Long a champion of social change and equality, King is widely known for her advocacy for gender equity and gay rights in sports and in public life. She successfully campaigned to equalize tennis prize money and, in 2009, she was awarded the Presidential Medal of Freedom, the nation’s highest civilian award. 

Said former President Barack Obama, when he presented the medal: "We honor what she calls 'all the off-the-court stuff' — what she did to broaden the reach of the game, to change how women athletes and women everywhere view themselves, and to give everyone, regardless of gender or sexual orientation — including my two daughters — a chance to compete both on the court and in life."

Northwestern’s 159th commencement ceremony will begin at 9:30 a.m. Friday, June 16, in Ryan Field on the Evanston campus.

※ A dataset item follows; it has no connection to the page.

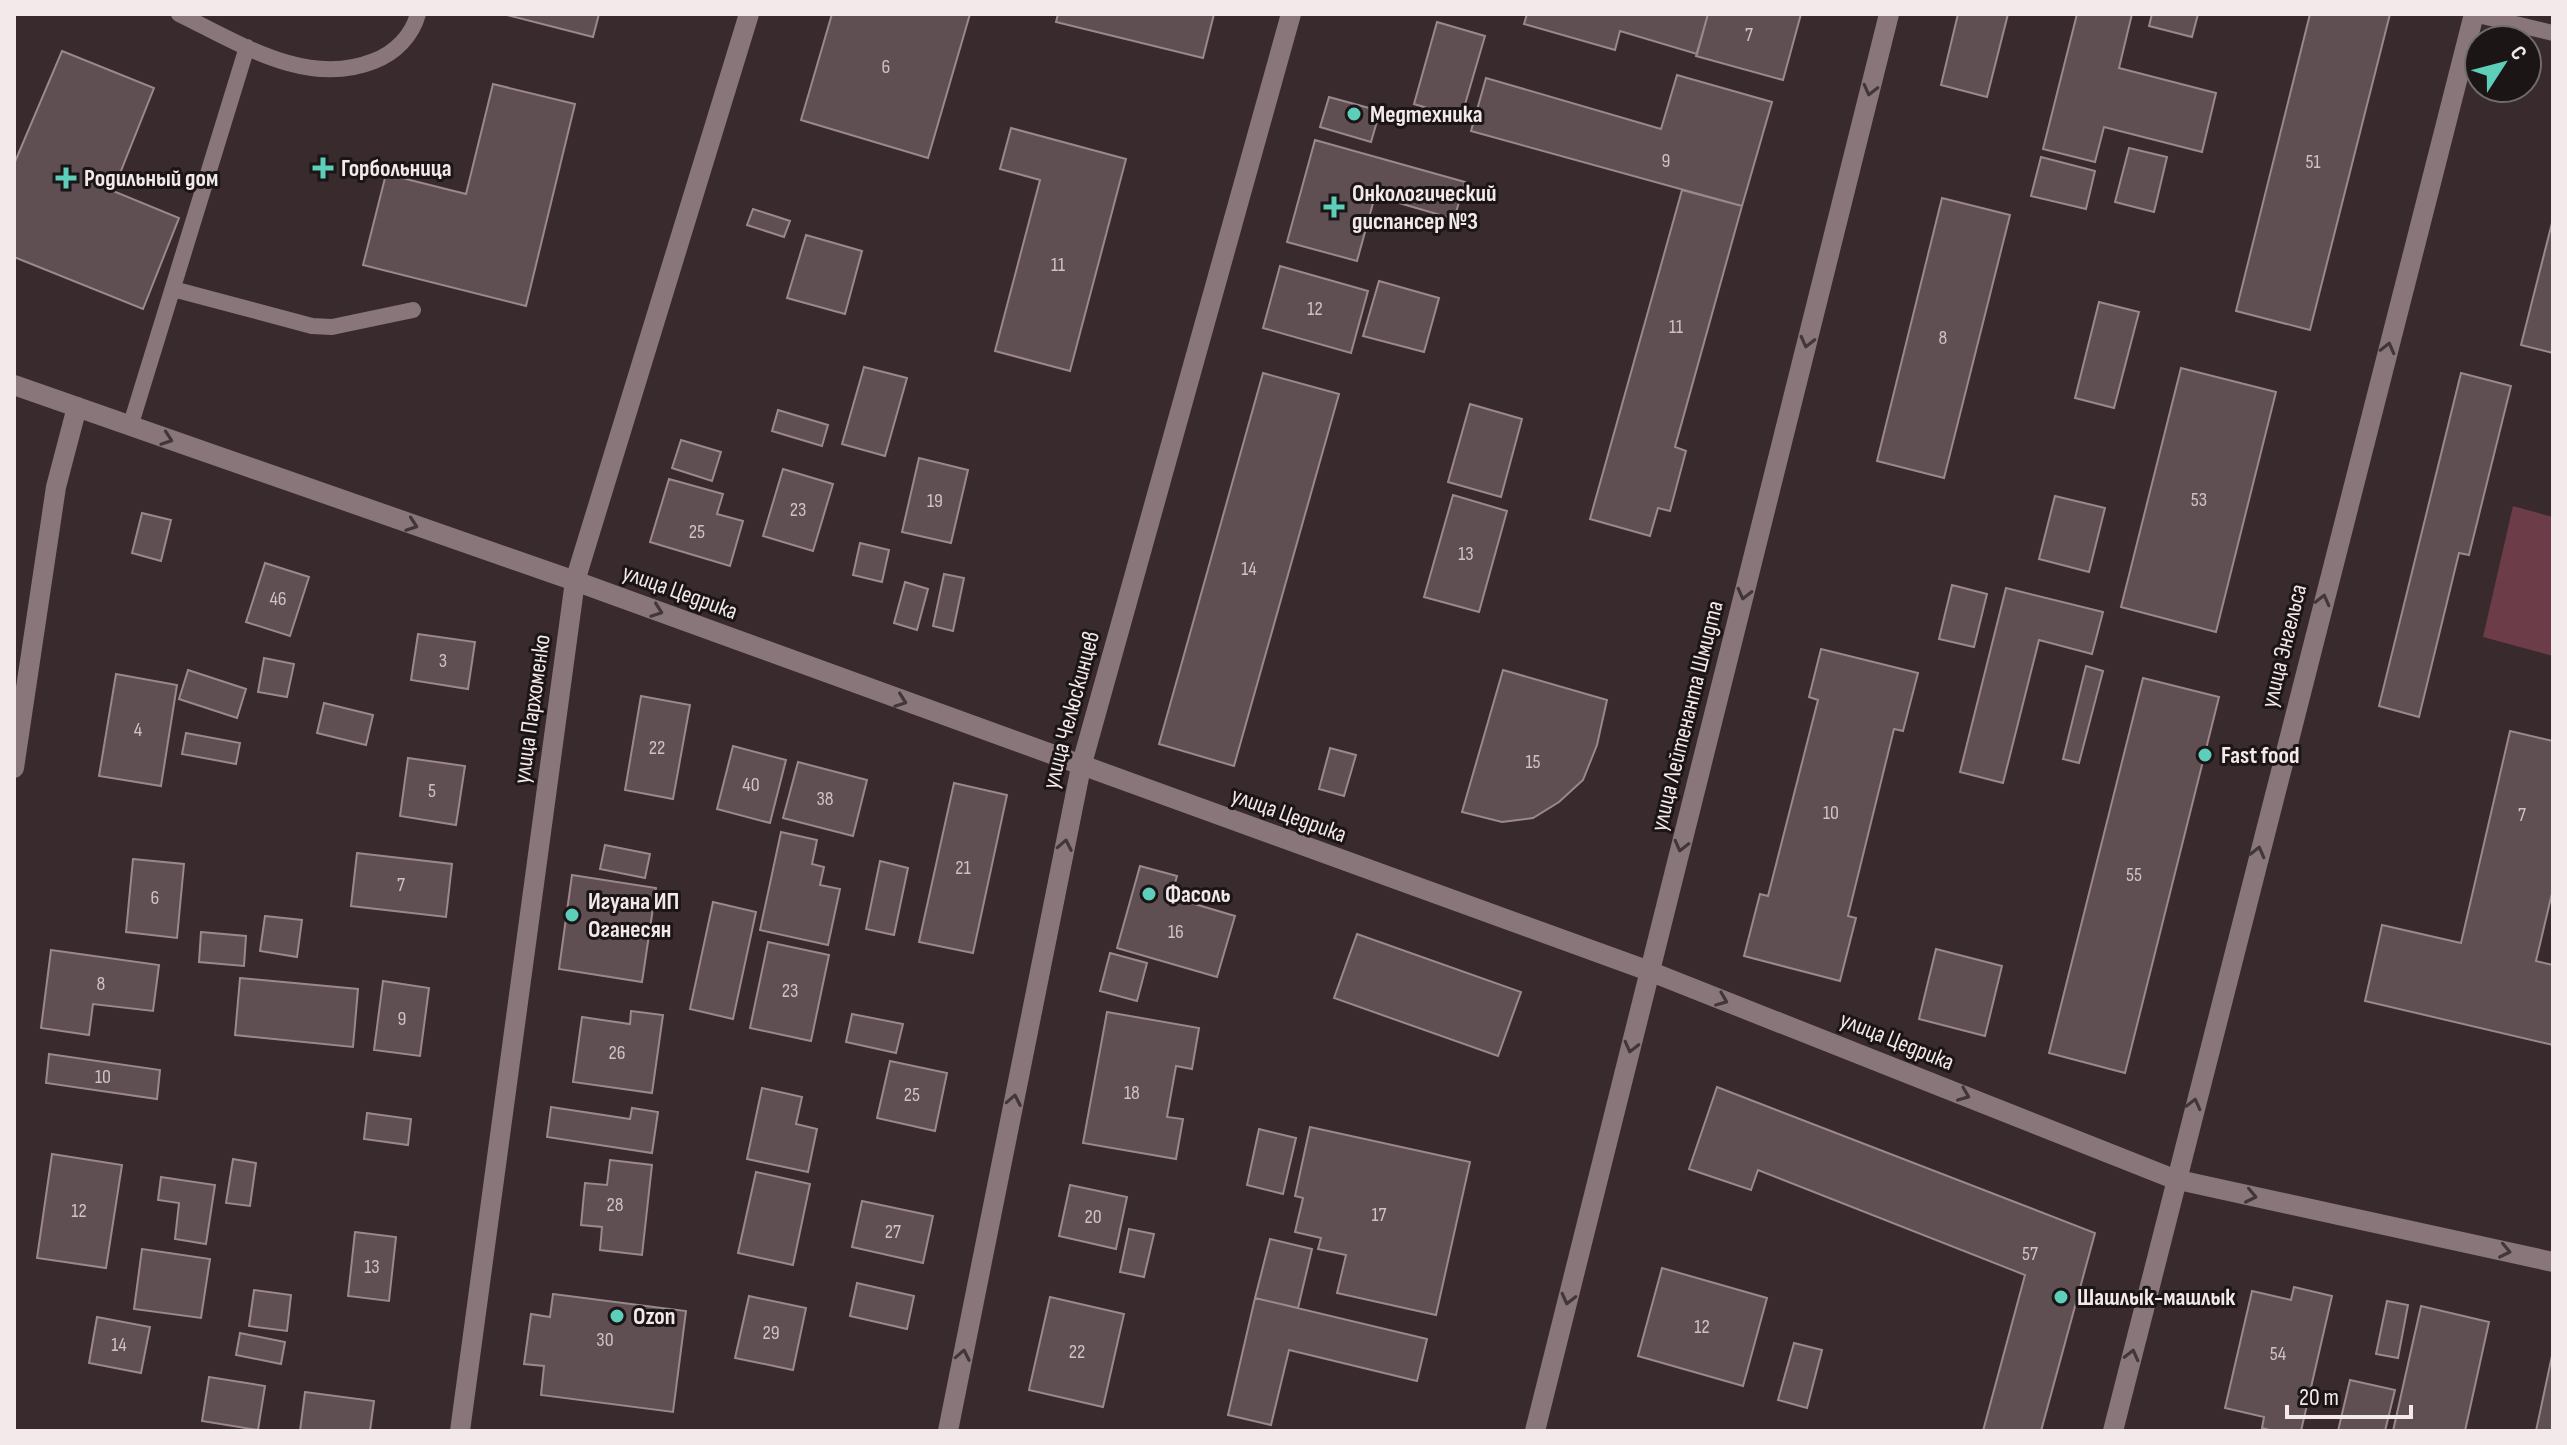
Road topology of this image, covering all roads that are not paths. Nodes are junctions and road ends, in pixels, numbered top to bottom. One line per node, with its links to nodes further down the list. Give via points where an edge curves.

A household name during her tennis career, King was ranked six times as the year’s number one women’s tennis player and won 39 Grand Slam singles, doubles and mixed doubles titles, including a record 20 championships at Wimbledon.

Many would argue that one of King’s most memorable matches occurred in 1973 when she defeated Bobby Riggs in the legendary “Battle of the Sexes.” A great moment in sports history, the win empowered women and educated men. Barely a year after the passage of Title IX, the tennis match drew a television audience of 50 million, and King walked away with a $100,000 winner-take-all purse.

One of the 20th-century’s most respected women, King was named Sports Illustrated magazine’s Sportsperson of the Year in 1972 and one of Time magazine’s Women of the Year in 1975. 

King is the founder of the Billie Jean King Leadership Initiative, the Women’s Tennis Association and the Women’s Sports Foundation, and she is the co-founder of World TeamTennis.  She was inducted into the International Tennis Hall of Fame in 1987 and the National Women’s Hall of Fame in 1990.

King has been an outspoken advocate for the LGBTQIA community. She is a founding board member of the Elton John AIDS Foundation and was in the first class of inductees in the National Gay and Lesbian Sports Hall of Fame. She was among the delegation of athletes whom President Obama chose to represent the United States at the 2014 Winter Olympics in Sochi, Russia.